Supplied material Start Marker
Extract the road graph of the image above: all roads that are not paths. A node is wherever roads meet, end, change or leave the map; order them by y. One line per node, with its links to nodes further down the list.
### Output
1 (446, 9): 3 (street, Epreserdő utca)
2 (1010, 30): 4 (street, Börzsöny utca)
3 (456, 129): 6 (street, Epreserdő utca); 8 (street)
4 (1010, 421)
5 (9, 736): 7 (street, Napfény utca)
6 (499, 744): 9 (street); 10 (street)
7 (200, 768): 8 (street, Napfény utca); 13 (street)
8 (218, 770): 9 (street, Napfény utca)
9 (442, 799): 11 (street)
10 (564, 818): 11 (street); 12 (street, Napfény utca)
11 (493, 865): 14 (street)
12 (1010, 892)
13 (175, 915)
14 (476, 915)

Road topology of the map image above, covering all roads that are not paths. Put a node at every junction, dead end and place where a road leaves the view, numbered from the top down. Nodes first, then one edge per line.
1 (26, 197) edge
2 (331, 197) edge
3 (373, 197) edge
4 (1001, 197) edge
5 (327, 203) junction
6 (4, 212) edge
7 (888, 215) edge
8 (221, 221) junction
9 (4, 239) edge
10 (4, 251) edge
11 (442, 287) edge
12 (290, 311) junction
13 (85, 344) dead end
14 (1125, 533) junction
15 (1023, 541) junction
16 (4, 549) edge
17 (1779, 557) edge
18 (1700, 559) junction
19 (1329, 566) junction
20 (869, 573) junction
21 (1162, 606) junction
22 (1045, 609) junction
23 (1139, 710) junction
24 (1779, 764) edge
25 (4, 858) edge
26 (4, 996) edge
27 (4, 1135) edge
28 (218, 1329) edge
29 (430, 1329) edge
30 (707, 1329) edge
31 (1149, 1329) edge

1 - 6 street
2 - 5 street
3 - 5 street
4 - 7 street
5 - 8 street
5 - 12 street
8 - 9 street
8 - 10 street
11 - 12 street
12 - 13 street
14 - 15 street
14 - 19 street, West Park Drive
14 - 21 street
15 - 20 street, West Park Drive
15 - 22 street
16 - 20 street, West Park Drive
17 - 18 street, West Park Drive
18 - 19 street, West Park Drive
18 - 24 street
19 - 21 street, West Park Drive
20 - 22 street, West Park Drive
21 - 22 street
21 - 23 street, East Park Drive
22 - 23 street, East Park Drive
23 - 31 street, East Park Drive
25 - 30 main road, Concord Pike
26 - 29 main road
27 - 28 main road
Supplied material End Marker
**Exercise details:** Everything in the material above is to be copied exactly.

**Answer to the problem:**
Extract the road graph of the image above: all roads that are not paths. A node is wherever roads meet, end, change or leave the map; order them by y. One line per node, with its links to nodes further down the list.
### Output
1 (446, 9): 3 (street, Epreserdő utca)
2 (1010, 30): 4 (street, Börzsöny utca)
3 (456, 129): 6 (street, Epreserdő utca); 8 (street)
4 (1010, 421)
5 (9, 736): 7 (street, Napfény utca)
6 (499, 744): 9 (street); 10 (street)
7 (200, 768): 8 (street, Napfény utca); 13 (street)
8 (218, 770): 9 (street, Napfény utca)
9 (442, 799): 11 (street)
10 (564, 818): 11 (street); 12 (street, Napfény utca)
11 (493, 865): 14 (street)
12 (1010, 892)
13 (175, 915)
14 (476, 915)

Road topology of the map image above, covering all roads that are not paths. Put a node at every junction, dead end and place where a road leaves the view, numbered from the top down. Nodes first, then one edge per line.
1 (26, 197) edge
2 (331, 197) edge
3 (373, 197) edge
4 (1001, 197) edge
5 (327, 203) junction
6 (4, 212) edge
7 (888, 215) edge
8 (221, 221) junction
9 (4, 239) edge
10 (4, 251) edge
11 (442, 287) edge
12 (290, 311) junction
13 (85, 344) dead end
14 (1125, 533) junction
15 (1023, 541) junction
16 (4, 549) edge
17 (1779, 557) edge
18 (1700, 559) junction
19 (1329, 566) junction
20 (869, 573) junction
21 (1162, 606) junction
22 (1045, 609) junction
23 (1139, 710) junction
24 (1779, 764) edge
25 (4, 858) edge
26 (4, 996) edge
27 (4, 1135) edge
28 (218, 1329) edge
29 (430, 1329) edge
30 (707, 1329) edge
31 (1149, 1329) edge

1 - 6 street
2 - 5 street
3 - 5 street
4 - 7 street
5 - 8 street
5 - 12 street
8 - 9 street
8 - 10 street
11 - 12 street
12 - 13 street
14 - 15 street
14 - 19 street, West Park Drive
14 - 21 street
15 - 20 street, West Park Drive
15 - 22 street
16 - 20 street, West Park Drive
17 - 18 street, West Park Drive
18 - 19 street, West Park Drive
18 - 24 street
19 - 21 street, West Park Drive
20 - 22 street, West Park Drive
21 - 22 street
21 - 23 street, East Park Drive
22 - 23 street, East Park Drive
23 - 31 street, East Park Drive
25 - 30 main road, Concord Pike
26 - 29 main road
27 - 28 main road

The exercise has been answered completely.